[Source records — start]

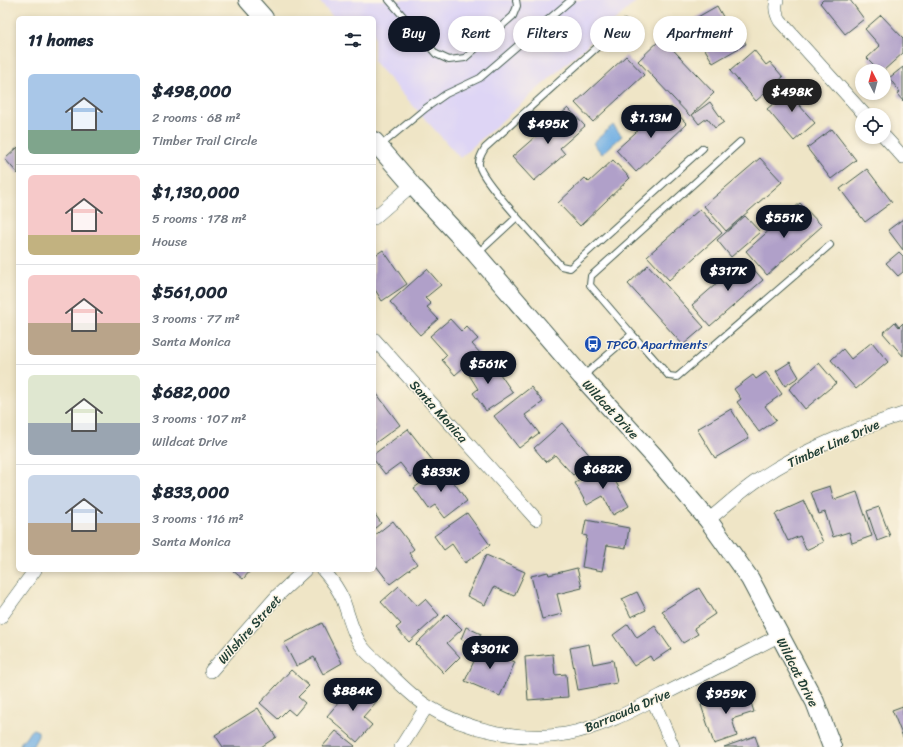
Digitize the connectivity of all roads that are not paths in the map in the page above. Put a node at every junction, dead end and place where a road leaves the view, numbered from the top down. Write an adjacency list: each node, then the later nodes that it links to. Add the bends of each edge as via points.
1 (248, 0): 6 (main road)
2 (389, 0): 3 (lane, via 436,54 449,60 465,58 513,16 517,6)
3 (516, 0)
4 (777, 0): 8 (street, via 775,14 780,21)
5 (567, 1): 10 (lane, via 480,78 446,94)
6 (262, 16)
7 (592, 52): 16 (lane, via 485,148 480,156 479,165 483,175)
8 (859, 108)
9 (740, 142): 19 (lane, via 591,276 590,285)
10 (377, 144): 14 (main road, Wildcat Drive)
11 (891, 144): 13 (street)
12 (703, 148): 16 (lane, via 570,268 561,266)
13 (903, 157)
14 (412, 185): 15 (street); 18 (main road, Wildcat Drive)
15 (376, 216)
16 (517, 217): 18 (lane)
17 (830, 245): 19 (lane, via 676,377 669,376)
18 (476, 254): 21 (main road, Wildcat Drive)
19 (632, 334): 21 (lane)
20 (376, 341): 23 (street, Santa Monica)
21 (582, 377): 24 (main road, Wildcat Drive)
22 (903, 414): 24 (street, Timber Line Drive, via 832,440 796,457 760,478)
23 (536, 519)
24 (708, 520): 29 (main road, Wildcat Drive, via 750,579)
25 (34, 572): 28 (street)
26 (302, 572): 30 (street, Wilshire Street, via 278,595)
27 (325, 572): 32 (street, Barracuda Drive, via 334,582 364,649 397,682)
28 (0, 618)
29 (780, 635): 31 (street, Barracuda Drive); 35 (main road, Wildcat Drive, via 815,702)
30 (211, 671)
31 (653, 700): 32 (street, Barracuda Drive, via 597,726 566,734 539,737 494,732 470,726); 34 (street)
32 (427, 706): 33 (street)
33 (401, 747)
34 (673, 747)
35 (832, 747)

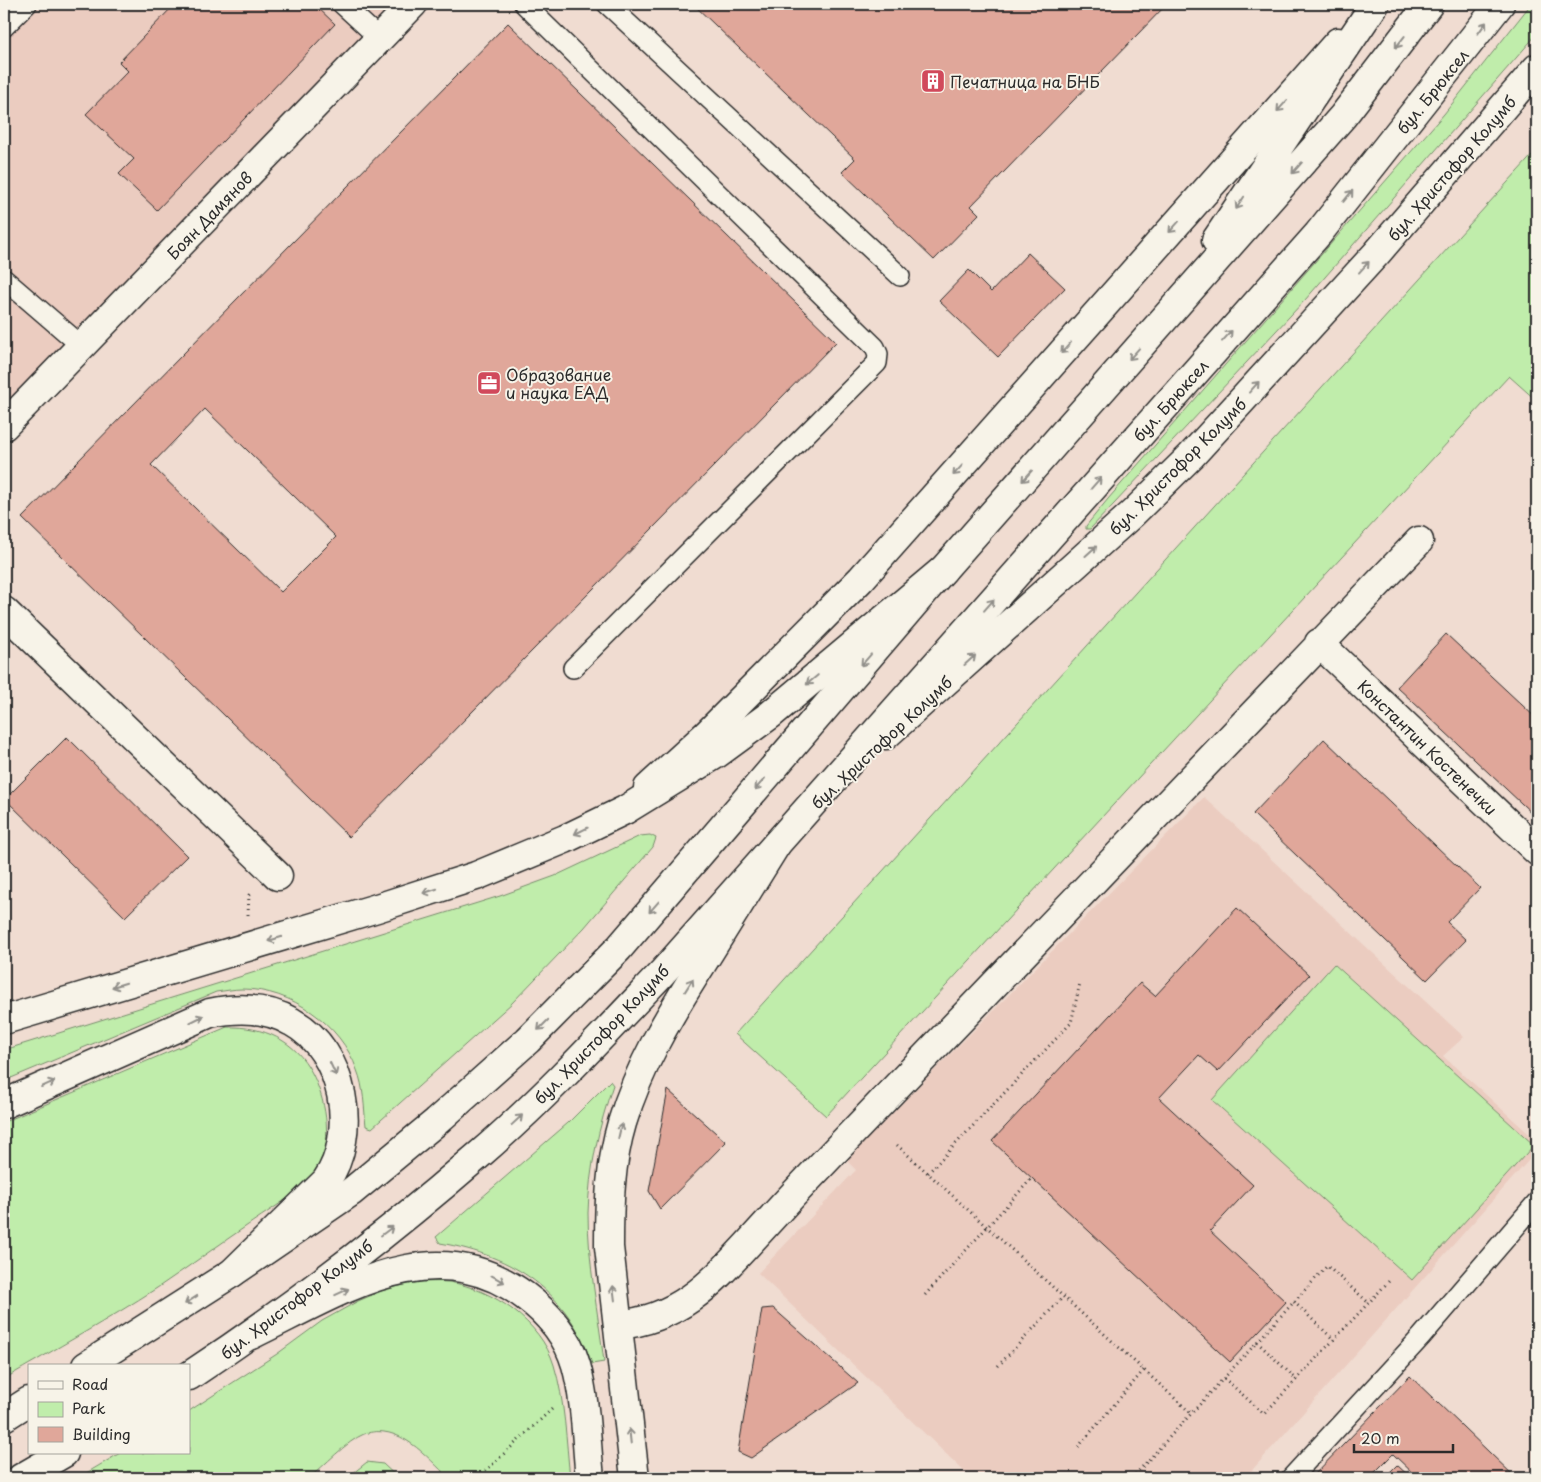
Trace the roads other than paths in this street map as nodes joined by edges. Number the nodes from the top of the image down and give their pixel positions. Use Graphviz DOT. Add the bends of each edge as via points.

[Source records — finish]

The task: In the copy, include every line of the records exactly and none of the images.

Exercise response:
Digitize the connectivity of all roads that are not paths in the map in the page above. Put a node at every junction, dead end and place where a road leaves the view, numbered from the top down. Write an adjacency list: each node, then the later nodes that it links to. Add the bends of each edge as via points.
1 (248, 0): 6 (main road)
2 (389, 0): 3 (lane, via 436,54 449,60 465,58 513,16 517,6)
3 (516, 0)
4 (777, 0): 8 (street, via 775,14 780,21)
5 (567, 1): 10 (lane, via 480,78 446,94)
6 (262, 16)
7 (592, 52): 16 (lane, via 485,148 480,156 479,165 483,175)
8 (859, 108)
9 (740, 142): 19 (lane, via 591,276 590,285)
10 (377, 144): 14 (main road, Wildcat Drive)
11 (891, 144): 13 (street)
12 (703, 148): 16 (lane, via 570,268 561,266)
13 (903, 157)
14 (412, 185): 15 (street); 18 (main road, Wildcat Drive)
15 (376, 216)
16 (517, 217): 18 (lane)
17 (830, 245): 19 (lane, via 676,377 669,376)
18 (476, 254): 21 (main road, Wildcat Drive)
19 (632, 334): 21 (lane)
20 (376, 341): 23 (street, Santa Monica)
21 (582, 377): 24 (main road, Wildcat Drive)
22 (903, 414): 24 (street, Timber Line Drive, via 832,440 796,457 760,478)
23 (536, 519)
24 (708, 520): 29 (main road, Wildcat Drive, via 750,579)
25 (34, 572): 28 (street)
26 (302, 572): 30 (street, Wilshire Street, via 278,595)
27 (325, 572): 32 (street, Barracuda Drive, via 334,582 364,649 397,682)
28 (0, 618)
29 (780, 635): 31 (street, Barracuda Drive); 35 (main road, Wildcat Drive, via 815,702)
30 (211, 671)
31 (653, 700): 32 (street, Barracuda Drive, via 597,726 566,734 539,737 494,732 470,726); 34 (street)
32 (427, 706): 33 (street)
33 (401, 747)
34 (673, 747)
35 (832, 747)

Trace the roads other than paths in this street map as nodes joined by edges. Number the nodes from the top of the image down and give their pixel positions. Use Graphviz DOT. Add the bends of each edge as via points.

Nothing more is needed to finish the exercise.